▶ [Data extracts]
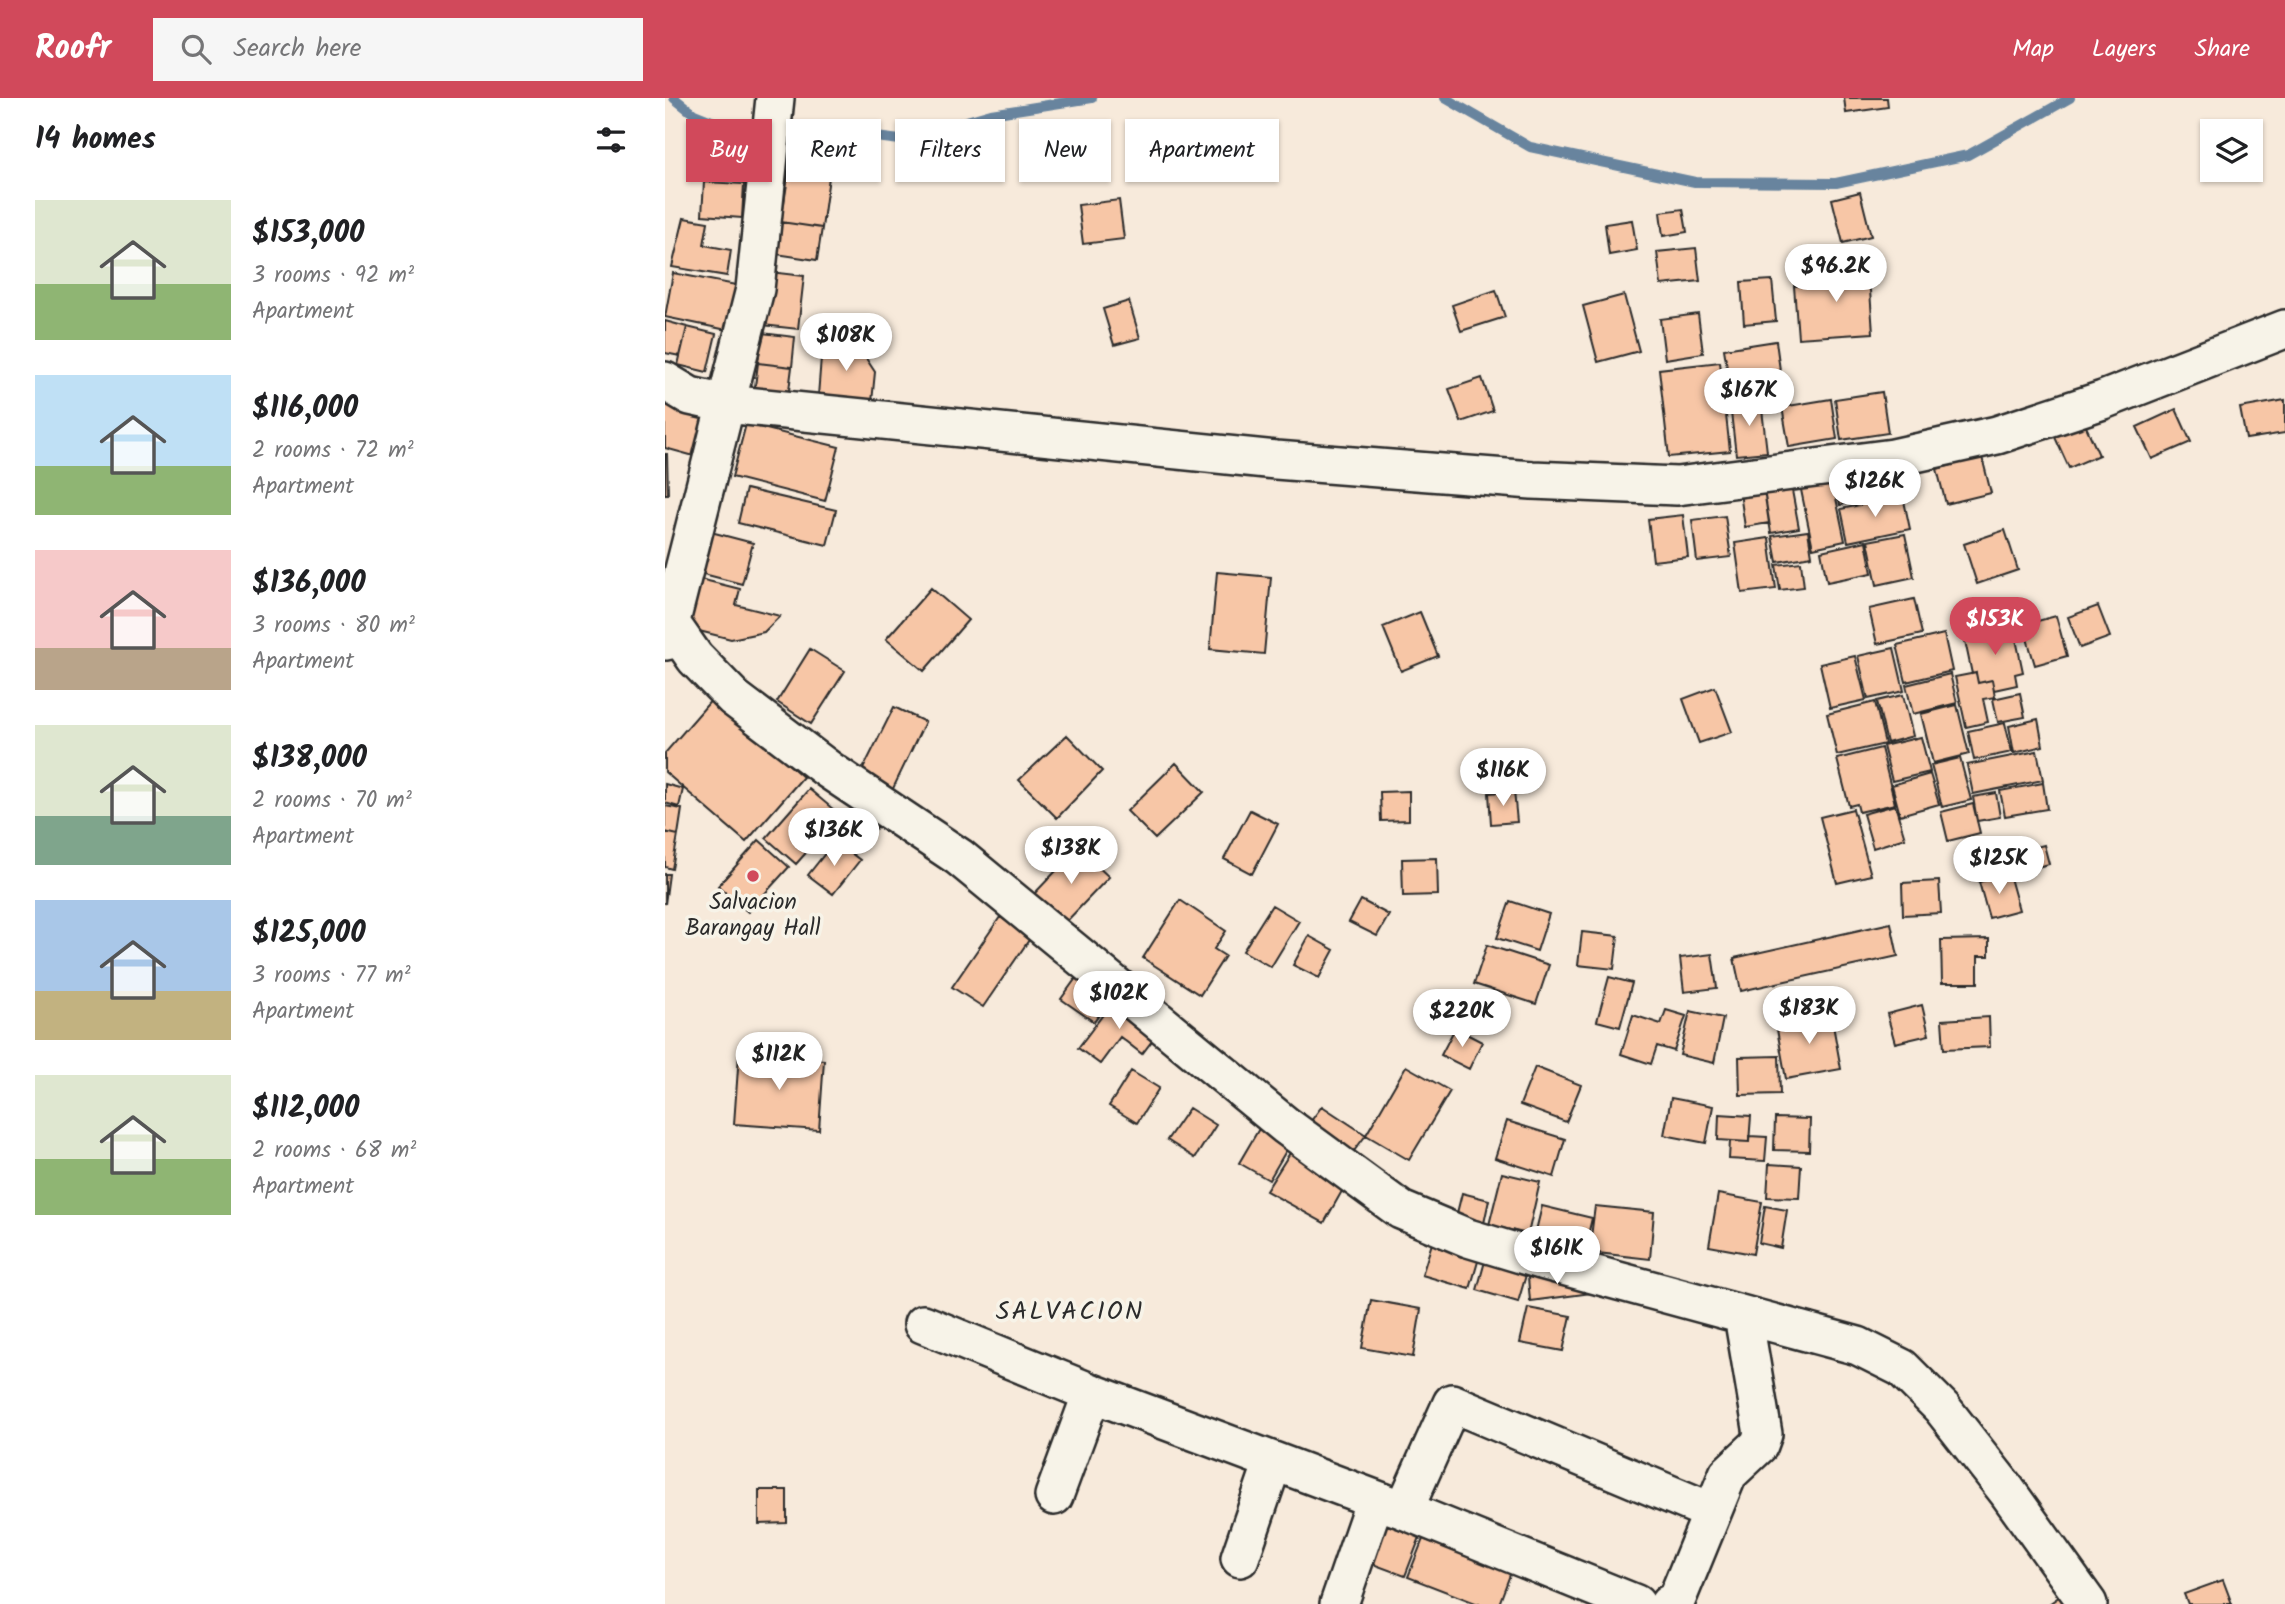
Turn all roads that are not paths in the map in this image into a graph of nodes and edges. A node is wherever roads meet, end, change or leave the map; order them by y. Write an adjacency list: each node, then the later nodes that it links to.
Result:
1 (775, 98): 4 (street)
2 (2285, 329): 4 (street)
3 (665, 381): 4 (street)
4 (726, 404): 5 (street)
5 (667, 627): 6 (street)
6 (1743, 1315): 12 (street); 17 (street)
7 (923, 1324): 8 (street)
8 (1092, 1393): 9 (street); 10 (street)
9 (1273, 1462): 11 (street); 13 (street)
10 (1054, 1496)
11 (1390, 1505): 12 (street); 14 (street); 15 (street)
12 (1710, 1511): 16 (street)
13 (1240, 1558)
14 (1614, 1600)
15 (1339, 1604)
16 (1669, 1604)
17 (2088, 1604)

▶ [What you need to do] Each entry is to be transcribed verbatim, and any picture in it is to be skipped.

▶ [Your solution]
Turn all roads that are not paths in the map in this image into a graph of nodes and edges. A node is wherever roads meet, end, change or leave the map; order them by y. Write an adjacency list: each node, then the later nodes that it links to.
Result:
1 (775, 98): 4 (street)
2 (2285, 329): 4 (street)
3 (665, 381): 4 (street)
4 (726, 404): 5 (street)
5 (667, 627): 6 (street)
6 (1743, 1315): 12 (street); 17 (street)
7 (923, 1324): 8 (street)
8 (1092, 1393): 9 (street); 10 (street)
9 (1273, 1462): 11 (street); 13 (street)
10 (1054, 1496)
11 (1390, 1505): 12 (street); 14 (street); 15 (street)
12 (1710, 1511): 16 (street)
13 (1240, 1558)
14 (1614, 1600)
15 (1339, 1604)
16 (1669, 1604)
17 (2088, 1604)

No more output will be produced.